Brief — Among the records below, find the line that has "cairo_arc(cr, x + r, y + r, r, M_PI, 1.5"; from there, give the lines again exactly, and stop after the line that has "cairo_set_miter_limit(cr, 4);".

(Entries taken from a collection)
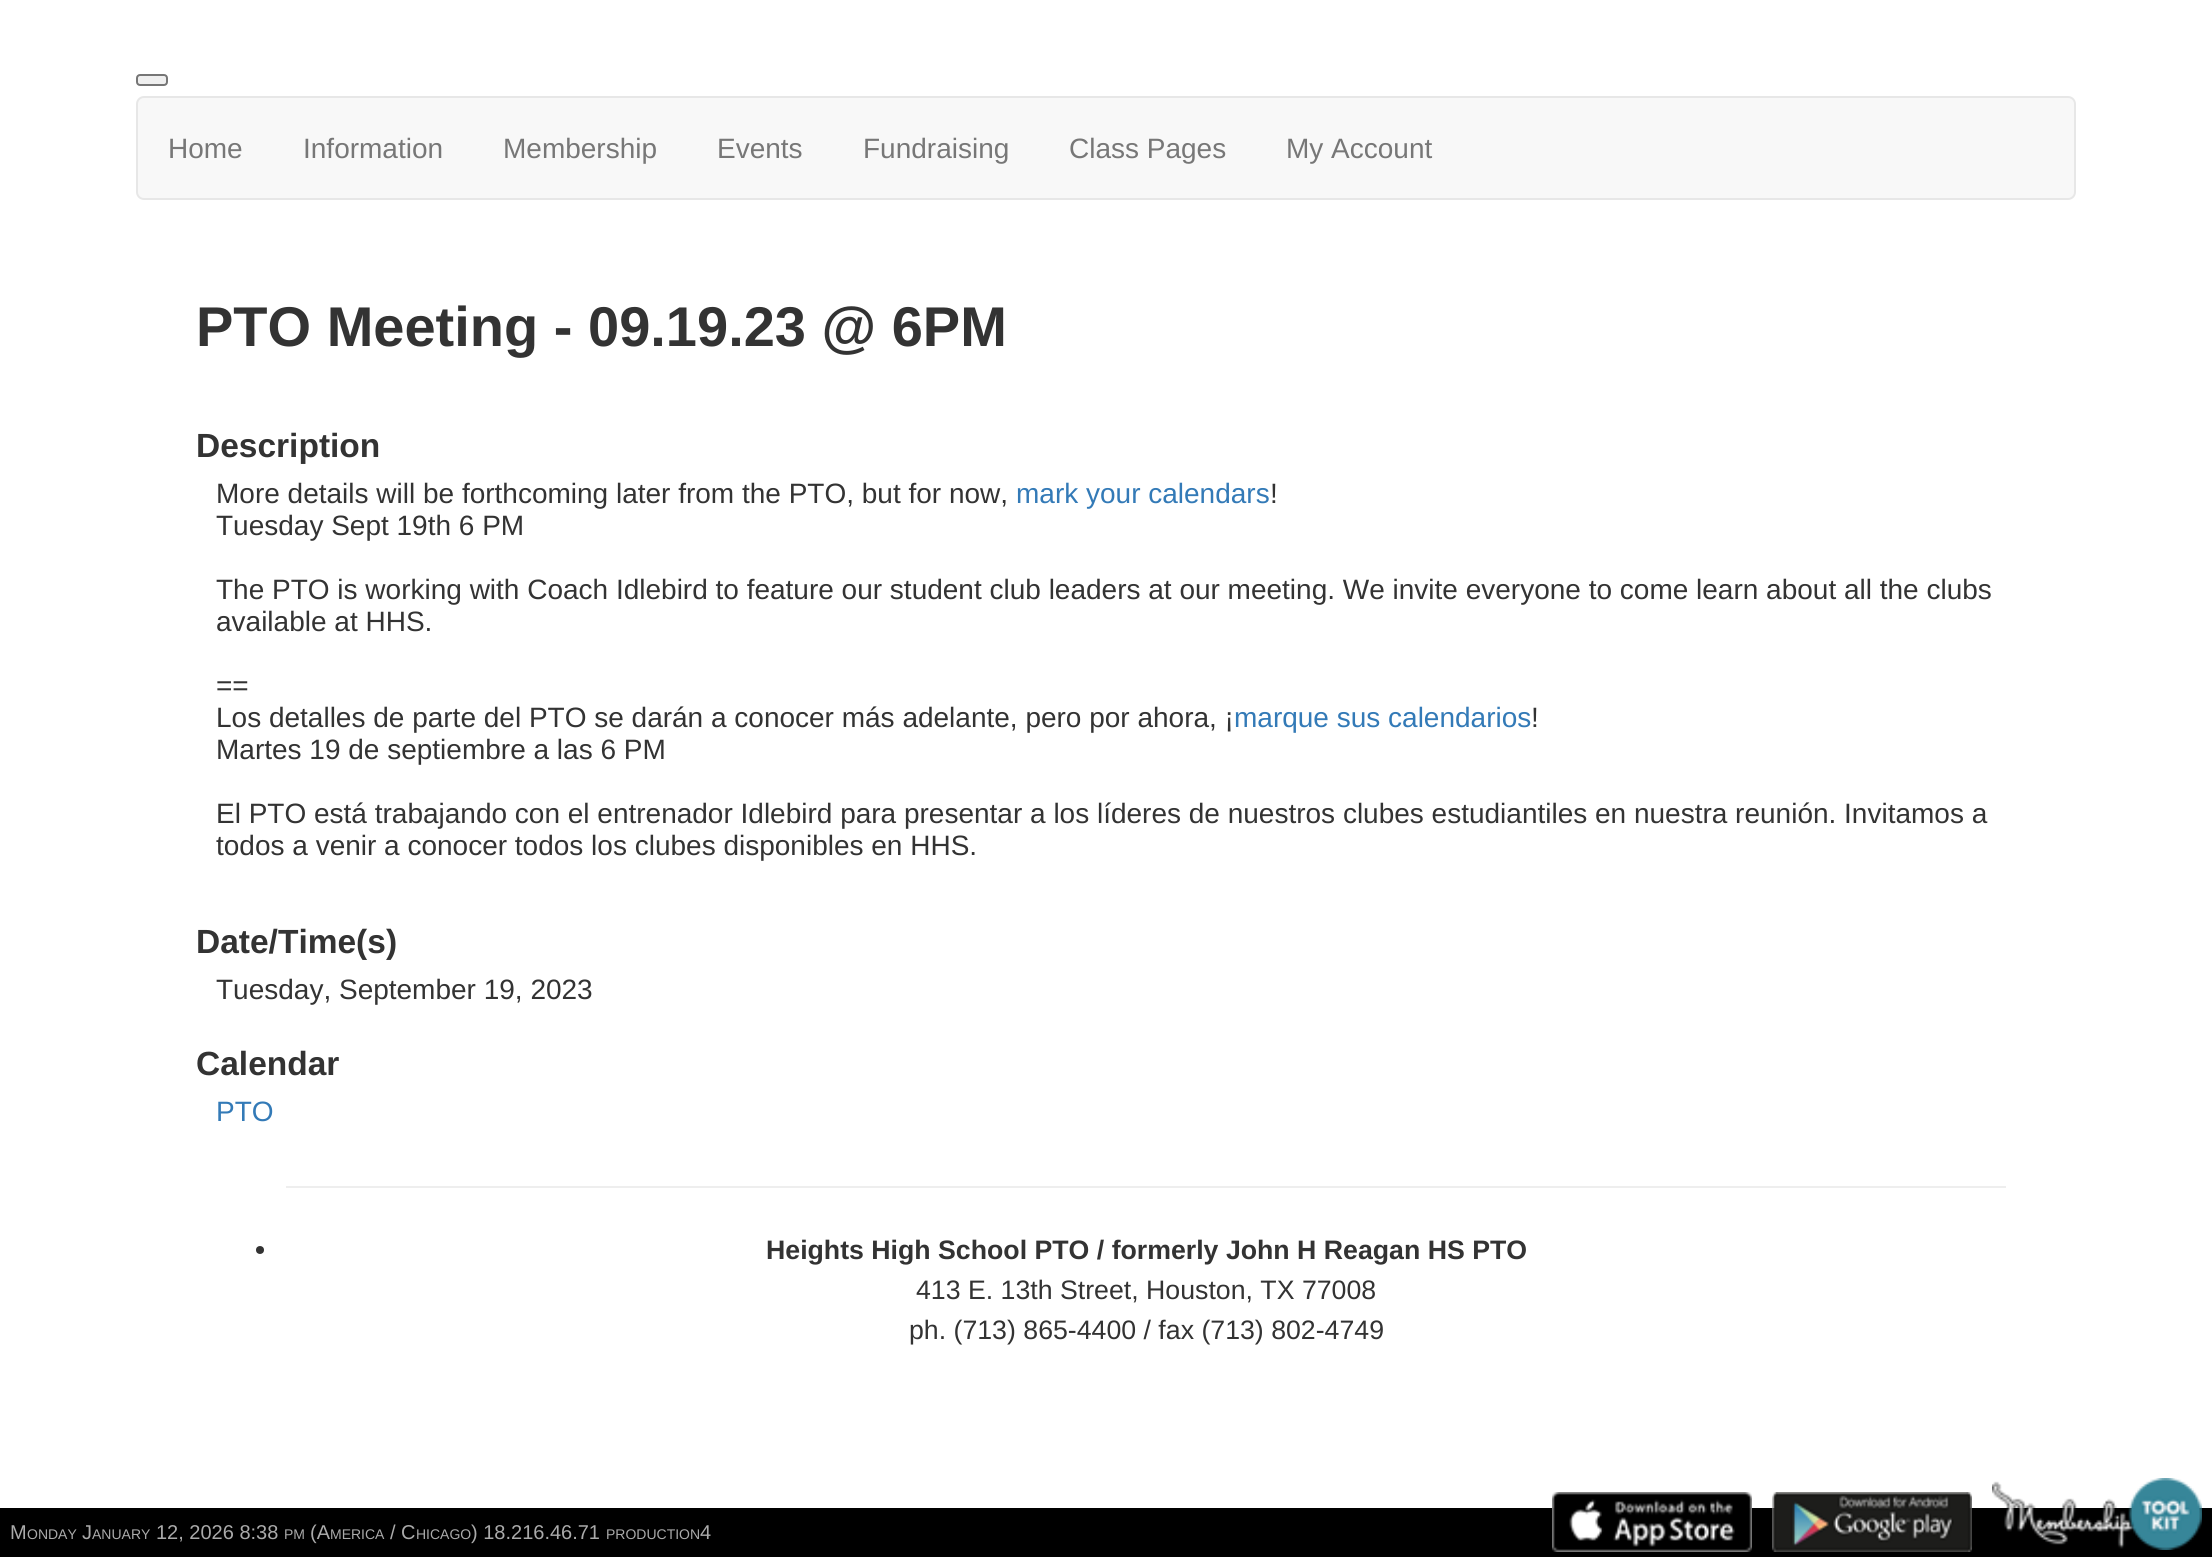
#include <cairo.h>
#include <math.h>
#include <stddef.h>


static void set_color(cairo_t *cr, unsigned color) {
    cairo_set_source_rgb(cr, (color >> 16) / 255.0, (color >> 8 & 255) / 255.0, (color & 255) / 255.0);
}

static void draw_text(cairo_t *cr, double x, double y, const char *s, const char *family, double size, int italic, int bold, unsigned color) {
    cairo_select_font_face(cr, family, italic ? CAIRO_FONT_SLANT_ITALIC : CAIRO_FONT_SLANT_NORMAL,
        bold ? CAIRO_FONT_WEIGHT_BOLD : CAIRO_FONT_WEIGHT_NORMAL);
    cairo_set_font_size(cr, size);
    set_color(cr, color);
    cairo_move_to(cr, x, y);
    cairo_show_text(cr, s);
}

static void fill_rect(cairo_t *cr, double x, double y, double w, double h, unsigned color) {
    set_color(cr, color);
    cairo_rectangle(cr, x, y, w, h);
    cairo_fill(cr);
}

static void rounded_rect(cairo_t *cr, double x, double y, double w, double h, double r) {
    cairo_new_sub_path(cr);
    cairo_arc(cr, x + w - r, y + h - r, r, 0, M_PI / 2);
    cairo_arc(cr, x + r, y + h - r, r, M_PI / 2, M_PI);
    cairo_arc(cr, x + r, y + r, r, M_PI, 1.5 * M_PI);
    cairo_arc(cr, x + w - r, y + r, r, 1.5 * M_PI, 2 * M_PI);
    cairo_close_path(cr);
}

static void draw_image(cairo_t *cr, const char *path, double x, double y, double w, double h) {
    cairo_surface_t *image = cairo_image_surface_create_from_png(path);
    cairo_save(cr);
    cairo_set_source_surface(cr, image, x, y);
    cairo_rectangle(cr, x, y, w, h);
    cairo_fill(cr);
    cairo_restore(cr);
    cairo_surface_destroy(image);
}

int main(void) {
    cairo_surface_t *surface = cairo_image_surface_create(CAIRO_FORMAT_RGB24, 2212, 1557);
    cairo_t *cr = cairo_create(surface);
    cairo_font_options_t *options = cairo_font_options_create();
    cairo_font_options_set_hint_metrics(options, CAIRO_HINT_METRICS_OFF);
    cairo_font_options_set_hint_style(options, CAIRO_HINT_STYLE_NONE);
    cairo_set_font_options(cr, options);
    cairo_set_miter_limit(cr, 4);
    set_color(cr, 0xFFFFFF);
    cairo_paint(cr);
    set_color(cr, 0xEFEFEF);
    rounded_rect(cr, 137, 75, 30, 10, 3);
    cairo_fill_preserve(cr);
    set_color(cr, 0x767676);
    cairo_stroke(cr);
    set_color(cr, 0xF8F8F8);
    rounded_rect(cr, 137, 97, 1938, 102, 7);
    cairo_fill_preserve(cr);
    set_color(cr, 0xE7E7E7);
    cairo_stroke(cr);
    draw_text(cr, 168, 158, "Home", "Liberation Sans", 28, 0, 0, 0x777777);
    draw_text(cr, 303, 158, "Information", "Liberation Sans", 28, 0, 0, 0x777777);
    draw_text(cr, 503, 158, "Membership", "Liberation Sans", 28, 0, 0, 0x777777);
    draw_text(cr, 717, 158, "Events", "Liberation Sans", 28, 0, 0, 0x777777);
    draw_text(cr, 863, 158, "Fundraising", "Liberation Sans", 28, 0, 0, 0x777777);
    draw_text(cr, 1069, 158, "Class Pages", "Liberation Sans", 28, 0, 0, 0x777777);
    draw_text(cr, 1286, 158, "My Account", "Liberation Sans", 28, 0, 0, 0x777777);
    draw_text(cr, 196, 346, "PTO Meeting - 09.19.23 @ 6PM", "Liberation Sans", 56, 0, 1, 0x333333);
    draw_text(cr, 196, 457, "Description", "Liberation Sans", 33.5, 0, 1, 0x333333);
    draw_text(cr, 216, 503, "More details will be forthcoming later from the PTO, but for now,", "Liberation Sans", 28, 0, 0, 0x333333);
    draw_text(cr, 1016, 503, "mark your calendars", "Liberation Sans", 28, 0, 0, 0x337AB7);
    draw_text(cr, 1270, 503, "!", "Liberation Sans", 28, 0, 0, 0x333333);
    draw_text(cr, 216, 535, "Tuesday Sept 19th 6 PM", "Liberation Sans", 28, 0, 0, 0x333333);
    draw_text(cr, 216, 599, "The PTO is working with Coach Idlebird to feature our student club leaders at our meeting. We invite everyone to come learn about all the clubs", "Liberation Sans", 28, 0, 0, 0x333333);
    draw_text(cr, 216, 631, "available at HHS.", "Liberation Sans", 28, 0, 0, 0x333333);
    draw_text(cr, 216, 695, "==", "Liberation Sans", 28, 0, 0, 0x333333);
    draw_text(cr, 216, 727, "Los detalles de parte del PTO se darán a conocer más adelante, pero por ahora, ¡", "Liberation Sans", 28, 0, 0, 0x333333);
    draw_text(cr, 1234, 727, "marque sus calendarios", "Liberation Sans", 28, 0, 0, 0x337AB7);
    draw_text(cr, 1531, 727, "!", "Liberation Sans", 28, 0, 0, 0x333333);
    draw_text(cr, 216, 759, "Martes 19 de septiembre a las 6 PM", "Liberation Sans", 28, 0, 0, 0x333333);
    draw_text(cr, 216, 823, "El PTO está trabajando con el entrenador Idlebird para presentar a los líderes de nuestros clubes estudiantiles en nuestra reunión. Invitamos a", "Liberation Sans", 28, 0, 0, 0x333333);
    draw_text(cr, 216, 855, "todos a venir a conocer todos los clubes disponibles en HHS.", "Liberation Sans", 28, 0, 0, 0x333333);
    draw_text(cr, 196, 953, "Date/Time(s)", "Liberation Sans", 33.5, 0, 1, 0x333333);
    draw_text(cr, 216, 999, "Tuesday, September 19, 2023", "Liberation Sans", 28, 0, 0, 0x333333);
    draw_text(cr, 196, 1075, "Calendar", "Liberation Sans", 33.5, 0, 1, 0x333333);
    draw_text(cr, 216, 1121, "PTO", "Liberation Sans", 28, 0, 0, 0x337AB7);
    fill_rect(cr, 286, 1186, 1720, 2, 0xEEEEEE);
    set_color(cr, 0x333333);
    cairo_new_path(cr);
    cairo_arc(cr, 260, 1250, 4, 0, 2 * M_PI);
    cairo_fill(cr);
    draw_text(cr, 766, 1259, "Heights High School PTO / formerly John H Reagan HS PTO", "Liberation Sans", 26.7, 0, 1, 0x333333);
    draw_text(cr, 916, 1299, "413 E. 13th Street, Houston, TX 77008", "Liberation Sans", 26.7, 0, 0, 0x333333);
    draw_text(cr, 909, 1339, "ph. (713) 865-4400 / fax (713) 802-4749", "Liberation Sans", 26.7, 0, 0, 0x333333);
    fill_rect(cr, 0, 1508, 2212, 49, 0x000000);
    draw_text(cr, 10, 1539, "M", "Liberation Sans", 20, 0, 0, 0xAAAAAA);
    draw_text(cr, 27, 1539, "ONDAY", "Liberation Sans", 14, 0, 0, 0xAAAAAA);
    draw_text(cr, 82, 1539, "J", "Liberation Sans", 20, 0, 0, 0xAAAAAA);
    draw_text(cr, 92, 1539, "ANUARY", "Liberation Sans", 14, 0, 0, 0xAAAAAA);
    draw_text(cr, 156, 1539, "12, 2026 8:38", "Liberation Sans", 20, 0, 0, 0xAAAAAA);
    draw_text(cr, 284, 1539, "PM", "Liberation Sans", 14, 0, 0, 0xAAAAAA);
    draw_text(cr, 310, 1539, "(A", "Liberation Sans", 20, 0, 0, 0xAAAAAA);
    draw_text(cr, 330, 1539, "MERICA", "Liberation Sans", 14, 0, 0, 0xAAAAAA);
    draw_text(cr, 390, 1539, "/ C", "Liberation Sans", 20, 0, 0, 0xAAAAAA);
    draw_text(cr, 416, 1539, "HICAGO", "Liberation Sans", 14, 0, 0, 0xAAAAAA);
    draw_text(cr, 471, 1539, ") 18.216.46.71", "Liberation Sans", 20, 0, 0, 0xAAAAAA);
    draw_text(cr, 606, 1539, "PRODUCTION", "Liberation Sans", 14, 0, 0, 0xAAAAAA);
    draw_text(cr, 700, 1539, "4", "Liberation Sans", 20, 0, 0, 0xAAAAAA);
    draw_image(cr, "assets/img1.png", 1552, 1492, 200, 60);
    draw_image(cr, "assets/img2.png", 1772, 1492, 200, 60);
    draw_image(cr, "assets/img3.png", 1992, 1478, 210, 72);
    cairo_surface_write_to_png(surface, "output.png");
    cairo_font_options_destroy(options);
    cairo_destroy(cr);
    cairo_surface_destroy(surface);
    return 0;
}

Answer to this task —
    cairo_arc(cr, x + r, y + r, r, M_PI, 1.5 * M_PI);
    cairo_arc(cr, x + w - r, y + r, r, 1.5 * M_PI, 2 * M_PI);
    cairo_close_path(cr);
}

static void draw_image(cairo_t *cr, const char *path, double x, double y, double w, double h) {
    cairo_surface_t *image = cairo_image_surface_create_from_png(path);
    cairo_save(cr);
    cairo_set_source_surface(cr, image, x, y);
    cairo_rectangle(cr, x, y, w, h);
    cairo_fill(cr);
    cairo_restore(cr);
    cairo_surface_destroy(image);
}

int main(void) {
    cairo_surface_t *surface = cairo_image_surface_create(CAIRO_FORMAT_RGB24, 2212, 1557);
    cairo_t *cr = cairo_create(surface);
    cairo_font_options_t *options = cairo_font_options_create();
    cairo_font_options_set_hint_metrics(options, CAIRO_HINT_METRICS_OFF);
    cairo_font_options_set_hint_style(options, CAIRO_HINT_STYLE_NONE);
    cairo_set_font_options(cr, options);
    cairo_set_miter_limit(cr, 4);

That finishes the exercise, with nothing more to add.